### Description of the task
Show every line in the entries below where the word "this" appears.

### Records to use
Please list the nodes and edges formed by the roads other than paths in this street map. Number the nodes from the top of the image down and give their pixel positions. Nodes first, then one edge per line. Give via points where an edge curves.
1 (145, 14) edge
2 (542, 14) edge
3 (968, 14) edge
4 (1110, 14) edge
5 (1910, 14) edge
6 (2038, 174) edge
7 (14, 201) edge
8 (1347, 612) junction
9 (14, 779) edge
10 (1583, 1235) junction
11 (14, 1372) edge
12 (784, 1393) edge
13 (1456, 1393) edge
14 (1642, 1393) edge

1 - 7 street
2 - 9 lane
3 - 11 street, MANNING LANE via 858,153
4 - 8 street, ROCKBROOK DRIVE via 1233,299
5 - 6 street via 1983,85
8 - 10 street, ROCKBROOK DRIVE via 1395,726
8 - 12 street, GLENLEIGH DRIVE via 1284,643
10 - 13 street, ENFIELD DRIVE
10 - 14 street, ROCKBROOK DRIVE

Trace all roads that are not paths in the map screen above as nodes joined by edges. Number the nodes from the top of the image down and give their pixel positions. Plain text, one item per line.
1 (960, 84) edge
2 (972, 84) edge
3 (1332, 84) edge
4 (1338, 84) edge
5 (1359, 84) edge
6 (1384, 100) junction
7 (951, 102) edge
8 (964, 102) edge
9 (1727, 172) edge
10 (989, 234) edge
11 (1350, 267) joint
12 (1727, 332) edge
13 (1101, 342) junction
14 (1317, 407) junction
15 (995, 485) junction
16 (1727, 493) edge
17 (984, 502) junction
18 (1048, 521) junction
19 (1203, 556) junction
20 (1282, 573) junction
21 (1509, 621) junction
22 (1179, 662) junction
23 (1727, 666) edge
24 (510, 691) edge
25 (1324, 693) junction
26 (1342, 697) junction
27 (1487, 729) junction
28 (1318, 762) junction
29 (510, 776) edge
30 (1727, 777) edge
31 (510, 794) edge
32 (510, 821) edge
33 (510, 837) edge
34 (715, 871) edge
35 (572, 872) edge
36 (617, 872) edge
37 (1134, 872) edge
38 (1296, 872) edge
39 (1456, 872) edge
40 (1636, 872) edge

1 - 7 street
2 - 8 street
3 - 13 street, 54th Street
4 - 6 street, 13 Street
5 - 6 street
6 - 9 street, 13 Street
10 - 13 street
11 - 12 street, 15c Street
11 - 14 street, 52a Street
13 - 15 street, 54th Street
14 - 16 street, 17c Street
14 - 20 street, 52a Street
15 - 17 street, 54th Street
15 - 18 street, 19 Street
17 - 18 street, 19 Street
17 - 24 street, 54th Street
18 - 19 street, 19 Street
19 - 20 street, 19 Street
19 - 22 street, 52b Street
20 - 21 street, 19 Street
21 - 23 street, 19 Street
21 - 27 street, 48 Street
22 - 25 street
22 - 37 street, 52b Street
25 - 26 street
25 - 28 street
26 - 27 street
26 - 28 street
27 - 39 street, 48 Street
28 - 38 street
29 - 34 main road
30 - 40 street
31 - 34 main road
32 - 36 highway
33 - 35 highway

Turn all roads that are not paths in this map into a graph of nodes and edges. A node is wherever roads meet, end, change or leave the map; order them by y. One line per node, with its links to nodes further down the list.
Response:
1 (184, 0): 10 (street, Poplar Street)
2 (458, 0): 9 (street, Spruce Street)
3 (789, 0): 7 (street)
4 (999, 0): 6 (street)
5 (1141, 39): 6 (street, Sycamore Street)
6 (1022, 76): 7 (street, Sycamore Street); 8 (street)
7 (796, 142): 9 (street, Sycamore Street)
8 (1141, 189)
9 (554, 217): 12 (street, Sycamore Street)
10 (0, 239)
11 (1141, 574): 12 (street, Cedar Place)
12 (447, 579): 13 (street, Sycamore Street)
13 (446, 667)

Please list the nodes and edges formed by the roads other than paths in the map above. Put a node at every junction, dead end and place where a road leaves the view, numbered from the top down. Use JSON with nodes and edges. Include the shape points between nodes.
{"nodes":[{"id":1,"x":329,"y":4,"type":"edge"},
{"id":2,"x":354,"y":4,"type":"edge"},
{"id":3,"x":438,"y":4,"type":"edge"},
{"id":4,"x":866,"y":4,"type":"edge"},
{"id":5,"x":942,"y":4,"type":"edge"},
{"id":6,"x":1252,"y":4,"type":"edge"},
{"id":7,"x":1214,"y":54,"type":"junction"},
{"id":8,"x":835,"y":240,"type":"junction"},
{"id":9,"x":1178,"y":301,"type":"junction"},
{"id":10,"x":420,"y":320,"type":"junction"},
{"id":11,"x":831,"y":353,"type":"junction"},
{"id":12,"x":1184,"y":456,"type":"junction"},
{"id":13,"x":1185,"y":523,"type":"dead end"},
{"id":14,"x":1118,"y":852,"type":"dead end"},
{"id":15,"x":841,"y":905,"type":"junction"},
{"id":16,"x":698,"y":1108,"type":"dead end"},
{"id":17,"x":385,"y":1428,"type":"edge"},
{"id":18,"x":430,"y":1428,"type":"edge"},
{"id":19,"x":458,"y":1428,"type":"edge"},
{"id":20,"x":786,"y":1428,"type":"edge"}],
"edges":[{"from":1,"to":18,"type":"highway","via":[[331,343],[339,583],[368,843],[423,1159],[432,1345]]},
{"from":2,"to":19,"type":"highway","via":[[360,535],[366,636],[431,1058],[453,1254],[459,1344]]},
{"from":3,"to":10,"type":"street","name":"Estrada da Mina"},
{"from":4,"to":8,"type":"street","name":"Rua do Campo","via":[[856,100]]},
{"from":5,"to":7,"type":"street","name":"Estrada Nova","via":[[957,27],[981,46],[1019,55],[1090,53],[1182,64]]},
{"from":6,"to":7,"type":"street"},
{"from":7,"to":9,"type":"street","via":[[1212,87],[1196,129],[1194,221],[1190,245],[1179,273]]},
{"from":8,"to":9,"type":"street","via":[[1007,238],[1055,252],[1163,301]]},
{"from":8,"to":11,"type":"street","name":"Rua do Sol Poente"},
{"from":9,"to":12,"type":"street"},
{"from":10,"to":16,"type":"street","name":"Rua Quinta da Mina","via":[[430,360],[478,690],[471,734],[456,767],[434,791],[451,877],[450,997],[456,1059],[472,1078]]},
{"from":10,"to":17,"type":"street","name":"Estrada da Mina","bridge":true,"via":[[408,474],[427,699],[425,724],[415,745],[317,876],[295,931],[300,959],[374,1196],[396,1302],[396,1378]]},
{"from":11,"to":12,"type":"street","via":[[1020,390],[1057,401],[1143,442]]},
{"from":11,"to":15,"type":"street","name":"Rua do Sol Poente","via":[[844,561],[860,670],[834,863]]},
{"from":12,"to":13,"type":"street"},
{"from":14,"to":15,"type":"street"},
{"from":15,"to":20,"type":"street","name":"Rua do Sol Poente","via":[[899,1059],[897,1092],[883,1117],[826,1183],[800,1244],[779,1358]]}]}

### Answer below
Please list the nodes and edges formed by the roads other than paths in this street map. Number the nodes from the top of the image down and give their pixel positions. Nodes first, then one edge per line. Give via points where an edge curves.
Turn all roads that are not paths in this map into a graph of nodes and edges. A node is wherever roads meet, end, change or leave the map; order them by y. One line per node, with its links to nodes further down the list.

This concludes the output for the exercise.